**What the exercise asks:** The lines below should be written out again in full, exactly as they are.

**Working data:**
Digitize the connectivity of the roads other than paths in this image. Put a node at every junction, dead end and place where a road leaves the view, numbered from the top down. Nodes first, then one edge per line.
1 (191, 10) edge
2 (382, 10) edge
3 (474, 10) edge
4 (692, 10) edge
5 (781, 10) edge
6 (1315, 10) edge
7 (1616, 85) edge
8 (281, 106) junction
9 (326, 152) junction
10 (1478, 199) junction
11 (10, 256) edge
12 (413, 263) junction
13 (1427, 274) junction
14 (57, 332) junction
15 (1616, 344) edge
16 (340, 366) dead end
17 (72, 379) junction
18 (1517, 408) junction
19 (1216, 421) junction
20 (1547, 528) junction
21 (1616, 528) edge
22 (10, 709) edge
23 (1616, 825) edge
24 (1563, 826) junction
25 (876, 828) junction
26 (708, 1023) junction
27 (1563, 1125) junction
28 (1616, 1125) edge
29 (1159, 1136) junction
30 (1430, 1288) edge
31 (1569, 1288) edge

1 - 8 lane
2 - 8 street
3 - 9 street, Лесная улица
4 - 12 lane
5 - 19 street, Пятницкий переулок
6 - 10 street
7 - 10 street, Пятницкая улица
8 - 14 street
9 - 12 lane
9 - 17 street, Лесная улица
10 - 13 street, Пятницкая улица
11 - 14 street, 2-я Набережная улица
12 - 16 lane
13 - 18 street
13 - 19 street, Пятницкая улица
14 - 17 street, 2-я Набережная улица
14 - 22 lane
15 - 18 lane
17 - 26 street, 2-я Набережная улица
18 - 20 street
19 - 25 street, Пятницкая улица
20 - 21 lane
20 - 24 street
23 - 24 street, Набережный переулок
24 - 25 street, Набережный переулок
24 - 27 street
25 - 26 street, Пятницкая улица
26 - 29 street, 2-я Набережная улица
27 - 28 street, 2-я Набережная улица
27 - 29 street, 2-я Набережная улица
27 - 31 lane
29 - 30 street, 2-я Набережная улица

**Problem solution:**
Digitize the connectivity of the roads other than paths in this image. Put a node at every junction, dead end and place where a road leaves the view, numbered from the top down. Nodes first, then one edge per line.
1 (191, 10) edge
2 (382, 10) edge
3 (474, 10) edge
4 (692, 10) edge
5 (781, 10) edge
6 (1315, 10) edge
7 (1616, 85) edge
8 (281, 106) junction
9 (326, 152) junction
10 (1478, 199) junction
11 (10, 256) edge
12 (413, 263) junction
13 (1427, 274) junction
14 (57, 332) junction
15 (1616, 344) edge
16 (340, 366) dead end
17 (72, 379) junction
18 (1517, 408) junction
19 (1216, 421) junction
20 (1547, 528) junction
21 (1616, 528) edge
22 (10, 709) edge
23 (1616, 825) edge
24 (1563, 826) junction
25 (876, 828) junction
26 (708, 1023) junction
27 (1563, 1125) junction
28 (1616, 1125) edge
29 (1159, 1136) junction
30 (1430, 1288) edge
31 (1569, 1288) edge

1 - 8 lane
2 - 8 street
3 - 9 street, Лесная улица
4 - 12 lane
5 - 19 street, Пятницкий переулок
6 - 10 street
7 - 10 street, Пятницкая улица
8 - 14 street
9 - 12 lane
9 - 17 street, Лесная улица
10 - 13 street, Пятницкая улица
11 - 14 street, 2-я Набережная улица
12 - 16 lane
13 - 18 street
13 - 19 street, Пятницкая улица
14 - 17 street, 2-я Набережная улица
14 - 22 lane
15 - 18 lane
17 - 26 street, 2-я Набережная улица
18 - 20 street
19 - 25 street, Пятницкая улица
20 - 21 lane
20 - 24 street
23 - 24 street, Набережный переулок
24 - 25 street, Набережный переулок
24 - 27 street
25 - 26 street, Пятницкая улица
26 - 29 street, 2-я Набережная улица
27 - 28 street, 2-я Набережная улица
27 - 29 street, 2-я Набережная улица
27 - 31 lane
29 - 30 street, 2-я Набережная улица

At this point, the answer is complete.